Records to process Block Start

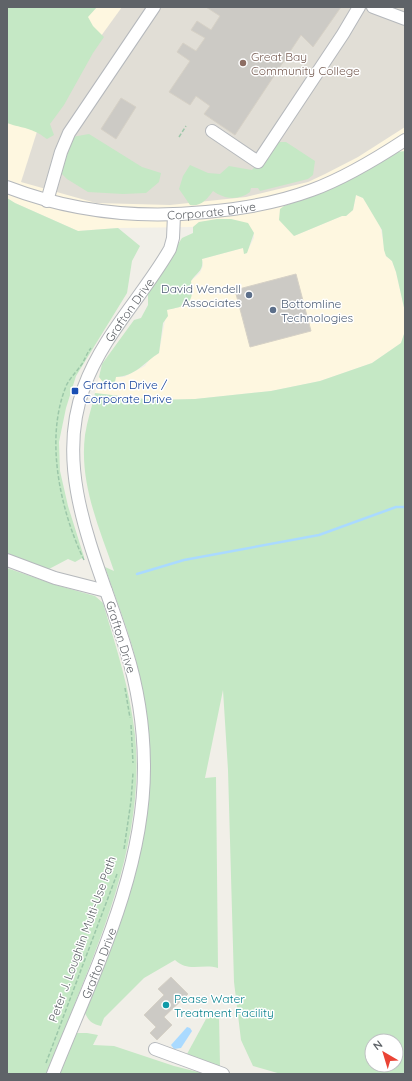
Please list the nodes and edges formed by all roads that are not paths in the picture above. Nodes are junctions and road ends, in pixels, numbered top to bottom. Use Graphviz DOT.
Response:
graph roads {
  1 [pos="154,7"];
  2 [pos="359,7"];
  3 [pos="373,7"];
  4 [pos="405,19"];
  5 [pos="212,131"];
  6 [pos="405,140"];
  7 [pos="7,187"];
  8 [pos="47,201"];
  9 [pos="174,215"];
  10 [pos="7,560"];
  11 [pos="106,590"];
  12 [pos="155,1049"];
  13 [pos="53,1074"];
  14 [pos="223,1074"];
  1 -- 8 [label="street"];
  2 -- 5 [label="street"];
  3 -- 4 [label="street"];
  6 -- 9 [label="street, Corporate Drive"];
  7 -- 8 [label="street, Corporate Drive"];
  8 -- 9 [label="street, Corporate Drive"];
  9 -- 11 [label="street, Grafton Drive"];
  10 -- 11 [label="street"];
  11 -- 13 [label="street, Grafton Drive"];
  12 -- 14 [label="street"];
}
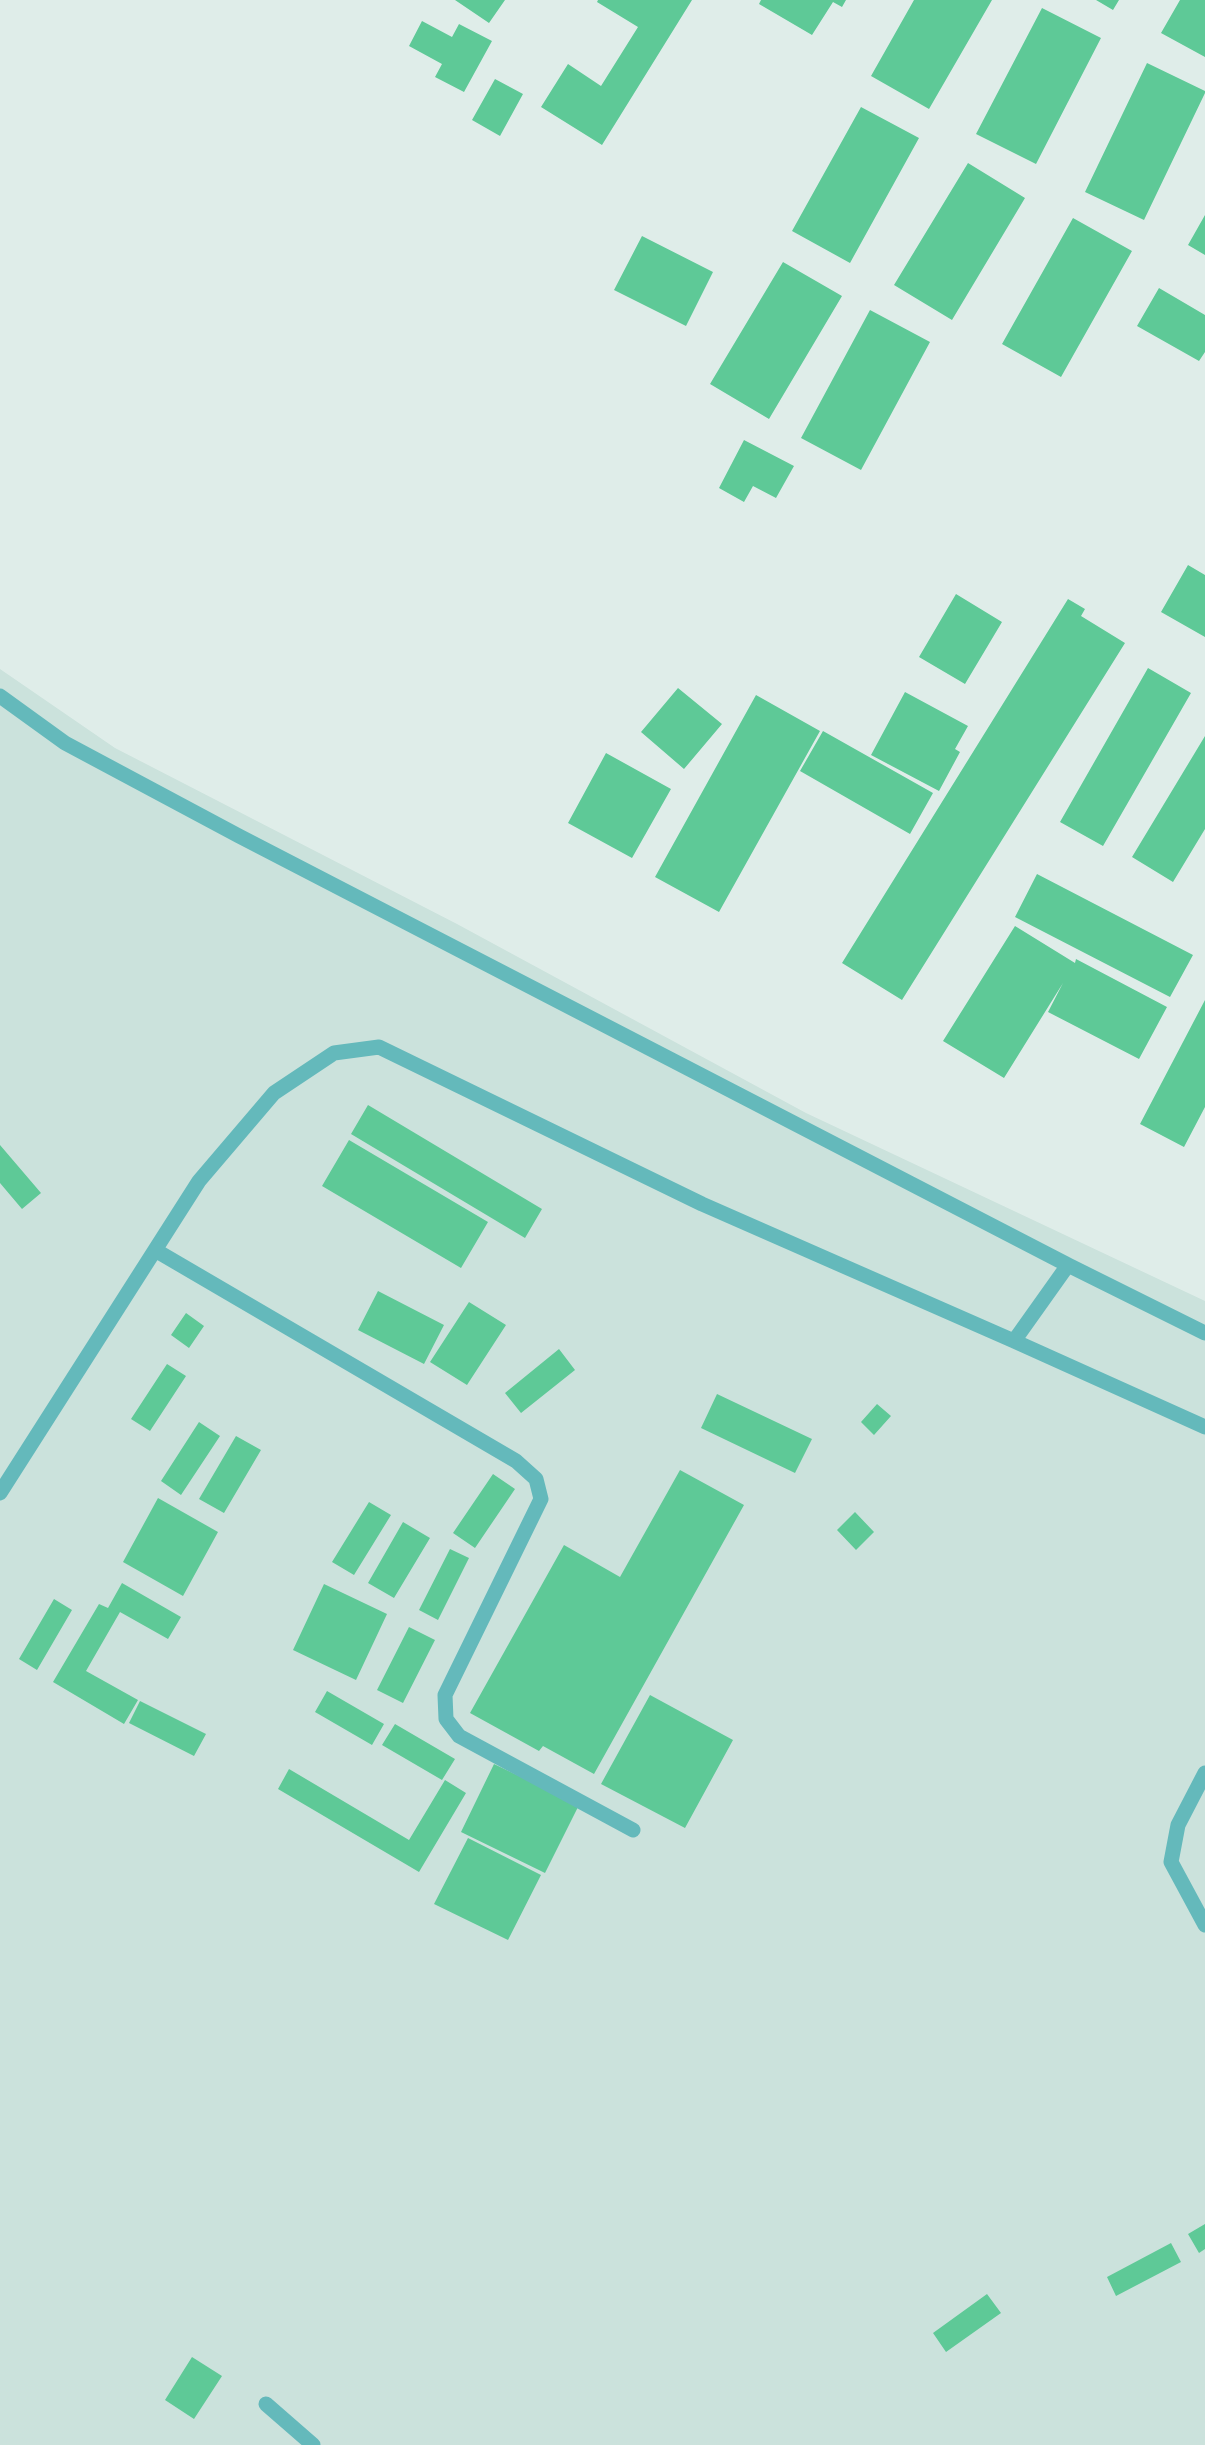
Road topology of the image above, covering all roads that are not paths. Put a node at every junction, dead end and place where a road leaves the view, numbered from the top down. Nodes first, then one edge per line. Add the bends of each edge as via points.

Records to process Block End

■ The problem:
Look through the entries and copy every line in which the string "above" appears.

■ Output below:
Please list the nodes and edges formed by all roads that are not paths in the picture above. Nodes are junctions and road ends, in pixels, numbered top to bottom. Use Graphviz DOT.
Road topology of the image above, covering all roads that are not paths. Put a node at every junction, dead end and place where a road leaves the view, numbered from the top down. Nodes first, then one edge per line. Add the bends of each edge as via points.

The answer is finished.